[Start of Attachment]

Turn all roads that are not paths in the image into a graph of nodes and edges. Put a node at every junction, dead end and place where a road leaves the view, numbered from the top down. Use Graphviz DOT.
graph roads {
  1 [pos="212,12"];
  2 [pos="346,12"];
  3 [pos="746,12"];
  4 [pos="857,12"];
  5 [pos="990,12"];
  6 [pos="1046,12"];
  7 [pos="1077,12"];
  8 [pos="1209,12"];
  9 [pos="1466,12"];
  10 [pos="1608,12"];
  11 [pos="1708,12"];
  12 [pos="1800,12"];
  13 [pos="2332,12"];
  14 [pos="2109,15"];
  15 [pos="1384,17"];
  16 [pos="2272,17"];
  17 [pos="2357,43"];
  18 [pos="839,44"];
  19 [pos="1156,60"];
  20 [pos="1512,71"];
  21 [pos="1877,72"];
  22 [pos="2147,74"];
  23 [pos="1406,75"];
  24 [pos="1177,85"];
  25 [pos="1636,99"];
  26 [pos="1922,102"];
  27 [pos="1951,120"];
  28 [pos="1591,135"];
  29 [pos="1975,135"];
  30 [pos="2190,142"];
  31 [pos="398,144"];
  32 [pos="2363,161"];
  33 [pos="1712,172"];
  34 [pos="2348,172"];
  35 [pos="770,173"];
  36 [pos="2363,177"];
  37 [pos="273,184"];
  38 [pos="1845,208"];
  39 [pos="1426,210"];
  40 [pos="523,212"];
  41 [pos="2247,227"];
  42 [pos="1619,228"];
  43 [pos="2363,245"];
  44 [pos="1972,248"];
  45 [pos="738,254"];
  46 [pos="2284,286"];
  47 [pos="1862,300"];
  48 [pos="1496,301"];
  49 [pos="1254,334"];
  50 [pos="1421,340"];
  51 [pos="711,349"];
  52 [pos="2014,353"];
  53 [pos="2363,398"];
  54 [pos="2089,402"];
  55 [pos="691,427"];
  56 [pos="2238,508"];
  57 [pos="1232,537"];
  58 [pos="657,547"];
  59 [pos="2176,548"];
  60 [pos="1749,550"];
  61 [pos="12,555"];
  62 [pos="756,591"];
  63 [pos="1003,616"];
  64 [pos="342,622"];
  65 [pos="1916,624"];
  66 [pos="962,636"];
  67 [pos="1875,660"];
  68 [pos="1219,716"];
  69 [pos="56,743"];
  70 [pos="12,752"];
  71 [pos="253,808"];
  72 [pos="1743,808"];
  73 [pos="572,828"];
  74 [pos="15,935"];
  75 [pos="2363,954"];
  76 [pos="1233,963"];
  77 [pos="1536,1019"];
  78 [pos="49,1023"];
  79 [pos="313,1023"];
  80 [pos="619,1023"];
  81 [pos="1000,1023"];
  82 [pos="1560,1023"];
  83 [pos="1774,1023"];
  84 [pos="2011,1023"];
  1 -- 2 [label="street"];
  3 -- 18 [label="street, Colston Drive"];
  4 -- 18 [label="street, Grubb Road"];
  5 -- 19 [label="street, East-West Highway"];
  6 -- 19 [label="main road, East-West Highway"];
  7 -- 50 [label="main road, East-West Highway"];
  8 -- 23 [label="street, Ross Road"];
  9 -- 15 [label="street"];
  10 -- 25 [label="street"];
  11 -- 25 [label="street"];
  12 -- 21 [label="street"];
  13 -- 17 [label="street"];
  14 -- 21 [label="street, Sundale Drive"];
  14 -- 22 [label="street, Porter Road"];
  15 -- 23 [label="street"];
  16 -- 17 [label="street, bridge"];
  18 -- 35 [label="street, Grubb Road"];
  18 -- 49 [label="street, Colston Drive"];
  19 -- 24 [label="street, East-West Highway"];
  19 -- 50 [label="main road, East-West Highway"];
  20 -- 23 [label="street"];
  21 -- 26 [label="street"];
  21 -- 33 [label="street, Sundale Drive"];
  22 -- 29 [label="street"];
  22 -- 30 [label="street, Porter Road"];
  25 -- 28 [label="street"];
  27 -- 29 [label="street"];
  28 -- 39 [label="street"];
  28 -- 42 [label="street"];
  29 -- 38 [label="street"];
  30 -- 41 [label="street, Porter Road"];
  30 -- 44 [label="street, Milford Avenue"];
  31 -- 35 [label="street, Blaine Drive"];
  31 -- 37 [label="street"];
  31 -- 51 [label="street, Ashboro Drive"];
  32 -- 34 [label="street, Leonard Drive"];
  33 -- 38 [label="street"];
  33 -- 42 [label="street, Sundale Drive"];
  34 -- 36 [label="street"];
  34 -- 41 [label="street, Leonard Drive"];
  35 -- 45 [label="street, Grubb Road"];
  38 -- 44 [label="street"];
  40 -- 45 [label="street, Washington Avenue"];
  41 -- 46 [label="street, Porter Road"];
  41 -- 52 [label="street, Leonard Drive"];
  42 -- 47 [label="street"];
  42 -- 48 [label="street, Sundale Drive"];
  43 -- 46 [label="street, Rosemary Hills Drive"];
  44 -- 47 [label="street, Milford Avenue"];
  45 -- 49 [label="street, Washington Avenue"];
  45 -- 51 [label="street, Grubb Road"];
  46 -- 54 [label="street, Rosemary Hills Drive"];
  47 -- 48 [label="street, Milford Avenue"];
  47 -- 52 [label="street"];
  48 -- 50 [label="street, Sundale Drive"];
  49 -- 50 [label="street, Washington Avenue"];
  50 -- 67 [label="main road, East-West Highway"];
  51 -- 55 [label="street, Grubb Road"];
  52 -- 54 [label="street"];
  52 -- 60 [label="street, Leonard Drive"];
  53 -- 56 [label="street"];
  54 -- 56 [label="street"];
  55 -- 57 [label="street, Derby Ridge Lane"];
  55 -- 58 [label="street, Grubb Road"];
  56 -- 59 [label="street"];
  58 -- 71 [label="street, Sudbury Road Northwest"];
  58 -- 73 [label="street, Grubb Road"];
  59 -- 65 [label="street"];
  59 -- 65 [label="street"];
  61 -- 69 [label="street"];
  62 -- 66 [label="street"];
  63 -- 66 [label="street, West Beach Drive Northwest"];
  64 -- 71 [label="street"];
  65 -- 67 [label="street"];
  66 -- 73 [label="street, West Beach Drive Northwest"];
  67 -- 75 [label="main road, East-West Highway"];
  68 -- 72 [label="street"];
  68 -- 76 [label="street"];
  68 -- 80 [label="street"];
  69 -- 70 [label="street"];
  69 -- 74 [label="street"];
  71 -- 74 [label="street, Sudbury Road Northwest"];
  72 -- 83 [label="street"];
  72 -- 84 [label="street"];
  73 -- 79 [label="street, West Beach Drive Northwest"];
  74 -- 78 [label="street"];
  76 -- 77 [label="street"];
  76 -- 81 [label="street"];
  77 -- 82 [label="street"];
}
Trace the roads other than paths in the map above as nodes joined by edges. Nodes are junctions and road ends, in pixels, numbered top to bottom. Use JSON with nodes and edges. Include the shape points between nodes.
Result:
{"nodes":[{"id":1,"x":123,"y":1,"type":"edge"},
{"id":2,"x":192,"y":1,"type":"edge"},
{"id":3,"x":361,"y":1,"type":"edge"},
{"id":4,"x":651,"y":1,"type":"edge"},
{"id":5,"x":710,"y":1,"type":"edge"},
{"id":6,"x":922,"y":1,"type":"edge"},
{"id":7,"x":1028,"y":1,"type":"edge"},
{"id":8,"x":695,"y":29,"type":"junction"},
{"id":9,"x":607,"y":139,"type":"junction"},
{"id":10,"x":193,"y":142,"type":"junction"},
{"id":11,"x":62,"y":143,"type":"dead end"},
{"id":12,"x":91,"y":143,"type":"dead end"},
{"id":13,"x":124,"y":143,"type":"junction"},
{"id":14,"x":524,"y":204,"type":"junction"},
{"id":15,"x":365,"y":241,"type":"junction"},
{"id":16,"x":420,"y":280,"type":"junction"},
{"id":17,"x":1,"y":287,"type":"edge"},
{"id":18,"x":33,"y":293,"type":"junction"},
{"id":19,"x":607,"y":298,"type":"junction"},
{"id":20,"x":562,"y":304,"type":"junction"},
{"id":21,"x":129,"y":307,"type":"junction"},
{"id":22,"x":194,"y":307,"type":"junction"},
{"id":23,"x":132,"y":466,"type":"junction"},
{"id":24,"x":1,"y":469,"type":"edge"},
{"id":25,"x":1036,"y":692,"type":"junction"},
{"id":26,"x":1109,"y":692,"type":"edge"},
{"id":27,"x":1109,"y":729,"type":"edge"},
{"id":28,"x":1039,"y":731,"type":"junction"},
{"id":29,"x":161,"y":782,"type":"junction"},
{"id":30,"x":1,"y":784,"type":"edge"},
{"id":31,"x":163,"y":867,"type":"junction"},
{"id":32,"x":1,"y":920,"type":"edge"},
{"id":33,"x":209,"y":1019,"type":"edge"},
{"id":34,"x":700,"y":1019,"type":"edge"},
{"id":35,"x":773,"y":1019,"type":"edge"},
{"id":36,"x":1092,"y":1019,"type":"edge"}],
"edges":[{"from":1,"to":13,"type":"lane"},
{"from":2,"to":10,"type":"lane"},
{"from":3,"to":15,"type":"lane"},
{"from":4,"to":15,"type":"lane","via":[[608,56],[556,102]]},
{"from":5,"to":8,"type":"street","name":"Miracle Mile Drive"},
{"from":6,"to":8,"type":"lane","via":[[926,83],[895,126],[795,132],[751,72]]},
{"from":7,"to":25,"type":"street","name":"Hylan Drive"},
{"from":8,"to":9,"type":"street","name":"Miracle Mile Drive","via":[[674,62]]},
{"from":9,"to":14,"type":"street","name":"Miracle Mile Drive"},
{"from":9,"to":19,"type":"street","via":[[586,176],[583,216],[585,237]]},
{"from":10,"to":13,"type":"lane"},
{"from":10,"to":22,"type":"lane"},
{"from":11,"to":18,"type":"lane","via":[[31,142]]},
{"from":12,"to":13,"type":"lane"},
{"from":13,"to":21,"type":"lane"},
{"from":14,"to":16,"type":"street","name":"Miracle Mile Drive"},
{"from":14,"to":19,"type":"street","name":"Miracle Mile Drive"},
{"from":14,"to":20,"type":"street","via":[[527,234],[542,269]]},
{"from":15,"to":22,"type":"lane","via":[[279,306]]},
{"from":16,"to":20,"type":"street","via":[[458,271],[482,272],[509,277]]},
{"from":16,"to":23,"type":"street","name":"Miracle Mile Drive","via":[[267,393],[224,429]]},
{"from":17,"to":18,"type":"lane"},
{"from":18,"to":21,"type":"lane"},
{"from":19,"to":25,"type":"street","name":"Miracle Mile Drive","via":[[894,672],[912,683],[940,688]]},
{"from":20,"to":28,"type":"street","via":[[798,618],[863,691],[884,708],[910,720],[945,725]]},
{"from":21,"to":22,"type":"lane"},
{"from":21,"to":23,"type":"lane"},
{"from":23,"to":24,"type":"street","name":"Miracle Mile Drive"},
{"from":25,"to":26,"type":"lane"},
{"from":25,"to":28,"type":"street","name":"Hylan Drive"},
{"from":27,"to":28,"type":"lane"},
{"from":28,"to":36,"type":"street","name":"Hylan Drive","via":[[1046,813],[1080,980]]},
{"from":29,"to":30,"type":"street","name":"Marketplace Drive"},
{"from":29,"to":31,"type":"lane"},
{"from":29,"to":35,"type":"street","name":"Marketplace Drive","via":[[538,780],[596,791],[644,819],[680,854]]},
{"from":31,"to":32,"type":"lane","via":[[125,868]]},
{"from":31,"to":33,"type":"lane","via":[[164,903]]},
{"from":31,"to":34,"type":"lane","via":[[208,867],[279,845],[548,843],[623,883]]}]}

[End of Attachment]

§ **Try it**
Return every line of the preceding records in which the word "paths" appears.

§ **Result of the task**
Turn all roads that are not paths in the image into a graph of nodes and edges. Put a node at every junction, dead end and place where a road leaves the view, numbered from the top down. Use Graphviz DOT.
Trace the roads other than paths in the map above as nodes joined by edges. Nodes are junctions and road ends, in pixels, numbered top to bottom. Use JSON with nodes and edges. Include the shape points between nodes.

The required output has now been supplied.